Data entries:
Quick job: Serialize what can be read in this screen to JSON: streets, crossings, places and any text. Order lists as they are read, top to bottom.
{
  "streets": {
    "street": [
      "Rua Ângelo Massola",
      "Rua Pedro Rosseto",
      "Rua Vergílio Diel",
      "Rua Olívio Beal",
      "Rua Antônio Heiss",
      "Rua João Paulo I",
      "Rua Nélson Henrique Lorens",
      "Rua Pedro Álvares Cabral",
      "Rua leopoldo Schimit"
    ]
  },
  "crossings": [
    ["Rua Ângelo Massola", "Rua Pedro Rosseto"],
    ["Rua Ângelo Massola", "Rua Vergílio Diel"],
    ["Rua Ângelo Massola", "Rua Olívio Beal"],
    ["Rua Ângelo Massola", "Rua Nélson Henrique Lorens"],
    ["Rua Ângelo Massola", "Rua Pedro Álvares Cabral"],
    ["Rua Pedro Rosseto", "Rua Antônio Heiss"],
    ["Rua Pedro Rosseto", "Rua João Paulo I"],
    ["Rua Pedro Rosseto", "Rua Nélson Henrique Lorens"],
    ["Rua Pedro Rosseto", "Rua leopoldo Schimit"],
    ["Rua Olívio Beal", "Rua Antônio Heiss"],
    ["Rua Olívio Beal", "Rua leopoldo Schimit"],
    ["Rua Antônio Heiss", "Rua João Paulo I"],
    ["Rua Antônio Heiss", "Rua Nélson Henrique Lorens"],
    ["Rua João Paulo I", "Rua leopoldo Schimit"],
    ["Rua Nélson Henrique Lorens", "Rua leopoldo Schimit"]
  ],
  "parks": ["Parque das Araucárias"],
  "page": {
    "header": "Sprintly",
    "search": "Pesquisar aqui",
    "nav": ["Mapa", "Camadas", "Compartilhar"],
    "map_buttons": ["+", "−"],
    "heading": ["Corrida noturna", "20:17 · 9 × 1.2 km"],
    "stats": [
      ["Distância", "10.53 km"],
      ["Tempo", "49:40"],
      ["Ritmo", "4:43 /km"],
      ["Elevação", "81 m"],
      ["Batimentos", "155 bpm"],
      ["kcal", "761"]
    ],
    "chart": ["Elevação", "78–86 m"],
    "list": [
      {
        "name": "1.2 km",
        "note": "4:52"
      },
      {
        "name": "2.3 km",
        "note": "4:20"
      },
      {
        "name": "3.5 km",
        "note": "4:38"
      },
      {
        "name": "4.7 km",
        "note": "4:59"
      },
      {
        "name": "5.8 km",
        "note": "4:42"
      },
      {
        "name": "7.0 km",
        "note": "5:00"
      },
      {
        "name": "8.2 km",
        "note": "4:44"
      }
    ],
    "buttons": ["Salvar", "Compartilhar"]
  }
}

● **Exercise**
Each line of the data must be set down again as it is.

● **Response for this exercise**
Quick job: Serialize what can be read in this screen to JSON: streets, crossings, places and any text. Order lists as they are read, top to bottom.
{
  "streets": {
    "street": [
      "Rua Ângelo Massola",
      "Rua Pedro Rosseto",
      "Rua Vergílio Diel",
      "Rua Olívio Beal",
      "Rua Antônio Heiss",
      "Rua João Paulo I",
      "Rua Nélson Henrique Lorens",
      "Rua Pedro Álvares Cabral",
      "Rua leopoldo Schimit"
    ]
  },
  "crossings": [
    ["Rua Ângelo Massola", "Rua Pedro Rosseto"],
    ["Rua Ângelo Massola", "Rua Vergílio Diel"],
    ["Rua Ângelo Massola", "Rua Olívio Beal"],
    ["Rua Ângelo Massola", "Rua Nélson Henrique Lorens"],
    ["Rua Ângelo Massola", "Rua Pedro Álvares Cabral"],
    ["Rua Pedro Rosseto", "Rua Antônio Heiss"],
    ["Rua Pedro Rosseto", "Rua João Paulo I"],
    ["Rua Pedro Rosseto", "Rua Nélson Henrique Lorens"],
    ["Rua Pedro Rosseto", "Rua leopoldo Schimit"],
    ["Rua Olívio Beal", "Rua Antônio Heiss"],
    ["Rua Olívio Beal", "Rua leopoldo Schimit"],
    ["Rua Antônio Heiss", "Rua João Paulo I"],
    ["Rua Antônio Heiss", "Rua Nélson Henrique Lorens"],
    ["Rua João Paulo I", "Rua leopoldo Schimit"],
    ["Rua Nélson Henrique Lorens", "Rua leopoldo Schimit"]
  ],
  "parks": ["Parque das Araucárias"],
  "page": {
    "header": "Sprintly",
    "search": "Pesquisar aqui",
    "nav": ["Mapa", "Camadas", "Compartilhar"],
    "map_buttons": ["+", "−"],
    "heading": ["Corrida noturna", "20:17 · 9 × 1.2 km"],
    "stats": [
      ["Distância", "10.53 km"],
      ["Tempo", "49:40"],
      ["Ritmo", "4:43 /km"],
      ["Elevação", "81 m"],
      ["Batimentos", "155 bpm"],
      ["kcal", "761"]
    ],
    "chart": ["Elevação", "78–86 m"],
    "list": [
      {
        "name": "1.2 km",
        "note": "4:52"
      },
      {
        "name": "2.3 km",
        "note": "4:20"
      },
      {
        "name": "3.5 km",
        "note": "4:38"
      },
      {
        "name": "4.7 km",
        "note": "4:59"
      },
      {
        "name": "5.8 km",
        "note": "4:42"
      },
      {
        "name": "7.0 km",
        "note": "5:00"
      },
      {
        "name": "8.2 km",
        "note": "4:44"
      }
    ],
    "buttons": ["Salvar", "Compartilhar"]
  }
}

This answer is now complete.